An ISA (Individual Savings Allowance) is a simple vehicle for savings and investment. Their tax-effective structure means that they are often high on the list of recommendations when people request financial advice.
What exactly is an ISA
An ISA allows any adult to save up to £11,280 per year out of their post-tax income without being liable for any tax payable on the income from their investment. Up to a maximum of £5,640 of these savings can be held in cash. The rest must be held in stocks and shares. In 2010 it was agreed that in future years the amount which could be held in an ISA would increase in line with inflation, rounded up to the nearest £120 (for the convenience of those saving out of their monthly salaries).
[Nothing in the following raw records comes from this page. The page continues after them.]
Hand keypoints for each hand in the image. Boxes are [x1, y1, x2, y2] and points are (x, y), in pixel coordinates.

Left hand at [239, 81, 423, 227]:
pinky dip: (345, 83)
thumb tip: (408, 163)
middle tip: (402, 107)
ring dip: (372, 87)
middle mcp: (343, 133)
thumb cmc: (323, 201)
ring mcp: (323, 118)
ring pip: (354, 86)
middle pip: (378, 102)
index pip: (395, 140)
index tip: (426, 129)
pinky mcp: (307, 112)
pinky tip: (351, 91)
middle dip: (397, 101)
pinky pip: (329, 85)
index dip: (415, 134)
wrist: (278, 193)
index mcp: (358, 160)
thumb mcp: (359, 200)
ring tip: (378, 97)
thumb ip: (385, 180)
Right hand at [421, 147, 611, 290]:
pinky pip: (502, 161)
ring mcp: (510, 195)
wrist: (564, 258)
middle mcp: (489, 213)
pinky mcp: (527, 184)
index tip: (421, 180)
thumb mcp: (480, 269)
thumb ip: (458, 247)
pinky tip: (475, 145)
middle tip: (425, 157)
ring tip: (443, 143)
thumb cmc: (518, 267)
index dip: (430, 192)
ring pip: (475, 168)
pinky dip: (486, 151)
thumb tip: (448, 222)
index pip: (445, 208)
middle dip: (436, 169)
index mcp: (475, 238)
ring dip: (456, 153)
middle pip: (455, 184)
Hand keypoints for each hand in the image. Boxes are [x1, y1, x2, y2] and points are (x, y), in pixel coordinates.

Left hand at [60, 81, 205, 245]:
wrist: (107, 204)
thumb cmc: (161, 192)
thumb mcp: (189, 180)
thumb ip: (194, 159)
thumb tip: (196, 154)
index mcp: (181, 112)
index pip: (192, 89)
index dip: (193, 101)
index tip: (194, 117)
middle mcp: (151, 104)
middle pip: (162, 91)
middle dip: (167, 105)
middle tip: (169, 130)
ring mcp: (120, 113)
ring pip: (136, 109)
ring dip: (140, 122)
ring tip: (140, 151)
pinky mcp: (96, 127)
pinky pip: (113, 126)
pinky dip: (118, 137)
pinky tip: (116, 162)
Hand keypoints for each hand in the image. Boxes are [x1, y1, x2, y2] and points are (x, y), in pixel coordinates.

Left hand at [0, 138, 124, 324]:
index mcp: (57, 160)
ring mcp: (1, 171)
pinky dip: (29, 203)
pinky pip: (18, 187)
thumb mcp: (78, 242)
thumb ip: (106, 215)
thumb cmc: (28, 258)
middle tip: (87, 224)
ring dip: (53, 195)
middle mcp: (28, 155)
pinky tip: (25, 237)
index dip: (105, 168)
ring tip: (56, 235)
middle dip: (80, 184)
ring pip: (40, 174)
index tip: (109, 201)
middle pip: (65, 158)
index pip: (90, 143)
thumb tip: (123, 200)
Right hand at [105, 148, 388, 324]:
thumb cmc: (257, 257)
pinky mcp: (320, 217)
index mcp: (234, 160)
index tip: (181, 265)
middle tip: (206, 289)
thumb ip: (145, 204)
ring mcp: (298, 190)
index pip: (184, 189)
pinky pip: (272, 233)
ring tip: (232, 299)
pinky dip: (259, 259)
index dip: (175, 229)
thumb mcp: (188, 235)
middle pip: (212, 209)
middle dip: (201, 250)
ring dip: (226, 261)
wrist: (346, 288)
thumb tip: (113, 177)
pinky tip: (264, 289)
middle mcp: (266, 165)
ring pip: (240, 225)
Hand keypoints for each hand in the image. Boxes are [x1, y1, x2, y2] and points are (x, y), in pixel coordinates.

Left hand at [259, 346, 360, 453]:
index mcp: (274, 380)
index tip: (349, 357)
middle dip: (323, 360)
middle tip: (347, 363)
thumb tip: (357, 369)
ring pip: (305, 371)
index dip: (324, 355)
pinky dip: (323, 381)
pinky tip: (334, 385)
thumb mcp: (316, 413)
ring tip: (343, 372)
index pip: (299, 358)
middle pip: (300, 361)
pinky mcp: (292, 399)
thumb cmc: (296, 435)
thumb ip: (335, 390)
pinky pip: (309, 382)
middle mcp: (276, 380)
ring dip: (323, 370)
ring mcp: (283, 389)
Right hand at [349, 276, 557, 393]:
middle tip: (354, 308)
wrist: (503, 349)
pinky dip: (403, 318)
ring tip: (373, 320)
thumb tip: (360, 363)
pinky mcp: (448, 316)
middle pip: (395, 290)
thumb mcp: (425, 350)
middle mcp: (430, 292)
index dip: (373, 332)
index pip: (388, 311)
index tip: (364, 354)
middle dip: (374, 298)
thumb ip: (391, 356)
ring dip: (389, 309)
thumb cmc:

This means that after April 6th 2013, the limits will be increased to a total of £11,520 per year of which £5,760 can be in cash.
How to save without paying tax
Financial advisers often recommend ISAs because the income generated from them is exempt from further taxation. The one exception to this is that interest on cash held in a stocks and shares ISA is liable to a 20% charge. This is essentially to encourage people to invest their money an stocks and shares rather than treating this part of their ISA as an extension of their savings account. It should be noted that it is entirely possible for there to be a significant difference between the interest rates offered on the the cash component of an ISA and the interest rates offered on cash deposits in the stocks and shares component of an ISA.
What goes in ISAs?
The cash component of an ISA works in essentially the same way as a standard savings account with the exception that if a saver makes a withdrawal, the money can not be replaced later. The reason for this is that ISA limits are the total limits of all money which can be paid in during the year. So if, for example, a saver pays in £5,640 and then withdraws £2,000, paying it back would result in a total of £7,640 being paid in over the year, which is above the limit.
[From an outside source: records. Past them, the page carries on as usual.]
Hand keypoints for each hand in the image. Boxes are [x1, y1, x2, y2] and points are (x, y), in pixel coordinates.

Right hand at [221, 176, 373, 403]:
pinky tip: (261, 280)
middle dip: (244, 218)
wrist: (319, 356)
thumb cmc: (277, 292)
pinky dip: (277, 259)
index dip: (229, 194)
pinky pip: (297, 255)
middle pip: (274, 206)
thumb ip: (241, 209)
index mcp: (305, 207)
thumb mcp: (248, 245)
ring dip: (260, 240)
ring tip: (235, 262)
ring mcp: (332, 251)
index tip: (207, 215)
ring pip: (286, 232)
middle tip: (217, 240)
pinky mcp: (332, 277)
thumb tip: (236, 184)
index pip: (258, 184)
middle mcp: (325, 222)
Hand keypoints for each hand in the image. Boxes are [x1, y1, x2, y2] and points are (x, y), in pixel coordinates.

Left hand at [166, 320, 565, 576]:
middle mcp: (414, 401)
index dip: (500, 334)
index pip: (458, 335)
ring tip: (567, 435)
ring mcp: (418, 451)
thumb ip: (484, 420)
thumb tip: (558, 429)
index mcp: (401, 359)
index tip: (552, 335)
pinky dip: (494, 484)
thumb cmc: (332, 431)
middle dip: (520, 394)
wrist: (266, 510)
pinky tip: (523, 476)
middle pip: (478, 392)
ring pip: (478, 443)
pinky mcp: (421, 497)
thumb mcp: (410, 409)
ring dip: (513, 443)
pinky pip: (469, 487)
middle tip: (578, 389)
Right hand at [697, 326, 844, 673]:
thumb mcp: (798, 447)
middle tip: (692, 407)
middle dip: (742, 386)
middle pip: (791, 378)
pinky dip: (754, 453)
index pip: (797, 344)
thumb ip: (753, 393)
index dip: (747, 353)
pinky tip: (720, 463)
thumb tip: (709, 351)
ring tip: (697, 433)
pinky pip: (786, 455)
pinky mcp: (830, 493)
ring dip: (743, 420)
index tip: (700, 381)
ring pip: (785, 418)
For stocks and shares component must contain one or more of a range of qualifying investments, which include: unit trusts, investment trusts, individual shares and various bonds. Financial advisers will be able to advise on the best options for your particular situation.
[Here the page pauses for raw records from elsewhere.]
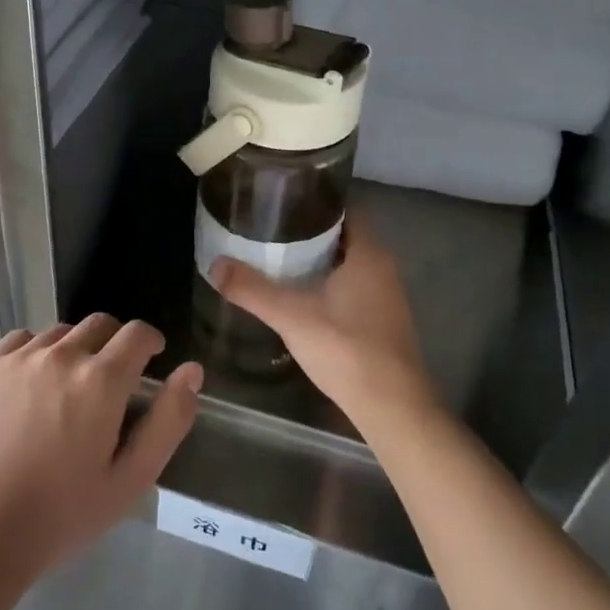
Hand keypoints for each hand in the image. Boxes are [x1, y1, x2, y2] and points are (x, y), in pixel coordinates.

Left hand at [0, 315, 202, 587]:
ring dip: (75, 349)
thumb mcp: (129, 480)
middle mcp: (60, 355)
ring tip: (68, 390)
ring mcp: (18, 357)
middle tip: (111, 383)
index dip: (150, 343)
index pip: (137, 333)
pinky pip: (22, 340)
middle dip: (115, 344)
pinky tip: (31, 388)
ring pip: (61, 332)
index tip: (151, 362)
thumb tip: (191, 371)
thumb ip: (167, 421)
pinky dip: (36, 352)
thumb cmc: (61, 515)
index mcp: (101, 380)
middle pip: (100, 323)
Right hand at [211, 211, 431, 431]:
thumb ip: (252, 290)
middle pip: (346, 234)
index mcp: (369, 254)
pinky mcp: (384, 320)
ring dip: (320, 257)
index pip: (346, 208)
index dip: (316, 200)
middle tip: (271, 227)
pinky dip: (330, 281)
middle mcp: (384, 267)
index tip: (283, 200)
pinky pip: (354, 285)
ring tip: (279, 255)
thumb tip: (215, 265)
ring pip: (350, 262)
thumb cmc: (347, 350)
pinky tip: (303, 293)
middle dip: (311, 230)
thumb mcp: (292, 317)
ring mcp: (387, 296)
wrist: (393, 409)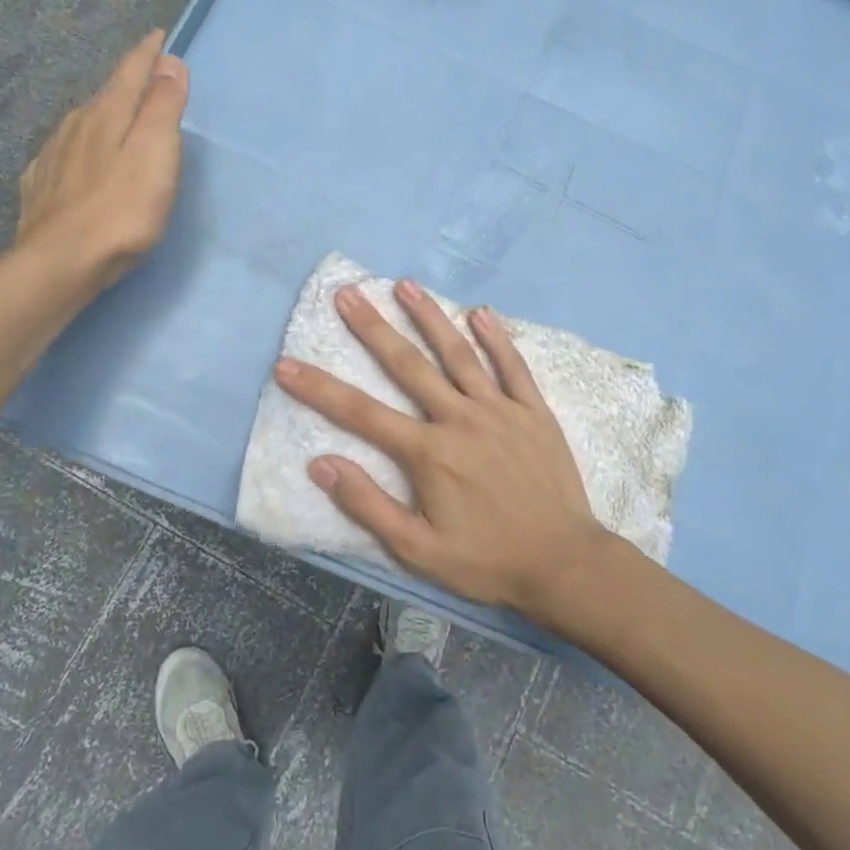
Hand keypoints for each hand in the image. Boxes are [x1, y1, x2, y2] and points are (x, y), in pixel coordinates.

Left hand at [15, 29, 188, 298]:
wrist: (61, 263)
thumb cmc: (122, 209)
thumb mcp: (155, 153)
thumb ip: (163, 107)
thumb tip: (169, 62)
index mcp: (106, 114)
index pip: (130, 71)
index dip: (147, 53)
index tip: (158, 34)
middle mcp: (75, 126)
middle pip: (106, 94)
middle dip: (127, 82)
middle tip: (146, 76)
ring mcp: (53, 156)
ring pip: (83, 123)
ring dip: (104, 114)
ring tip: (118, 116)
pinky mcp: (42, 187)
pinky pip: (66, 152)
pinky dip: (82, 146)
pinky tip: (82, 159)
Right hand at [273, 280, 612, 617]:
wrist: (563, 563)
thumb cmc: (486, 561)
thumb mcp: (417, 550)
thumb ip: (368, 505)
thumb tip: (320, 464)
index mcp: (428, 452)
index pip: (361, 413)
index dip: (319, 389)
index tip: (287, 364)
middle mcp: (459, 419)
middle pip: (407, 366)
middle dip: (372, 328)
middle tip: (347, 294)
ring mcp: (499, 410)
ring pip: (458, 354)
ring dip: (430, 317)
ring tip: (405, 285)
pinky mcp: (533, 411)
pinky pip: (513, 366)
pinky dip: (496, 338)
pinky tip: (480, 312)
Use your full ISA allowance and your spouse’s
Although individuals can choose how much to set aside for their ISA, most people aim to take advantage of their full allowance. As it is an individual allowance, couples can have one ISA each, meaning that they can save a total of £22,560 per year of which £11,280 can be in cash. Since the two ISAs will be separate, couples can choose whether to have a mixture of cash and investments in both or to keep one purely for investments. There are also junior ISAs, which have slightly different rules.
How to switch ISAs
ISA transfers must be carried out between ISA providers. If an individual withdraws cash (or liquidates investments) themselves this will be treated as a standard withdrawal and paying the money into another ISA will only be permitted if the amount is below the annual investment limit.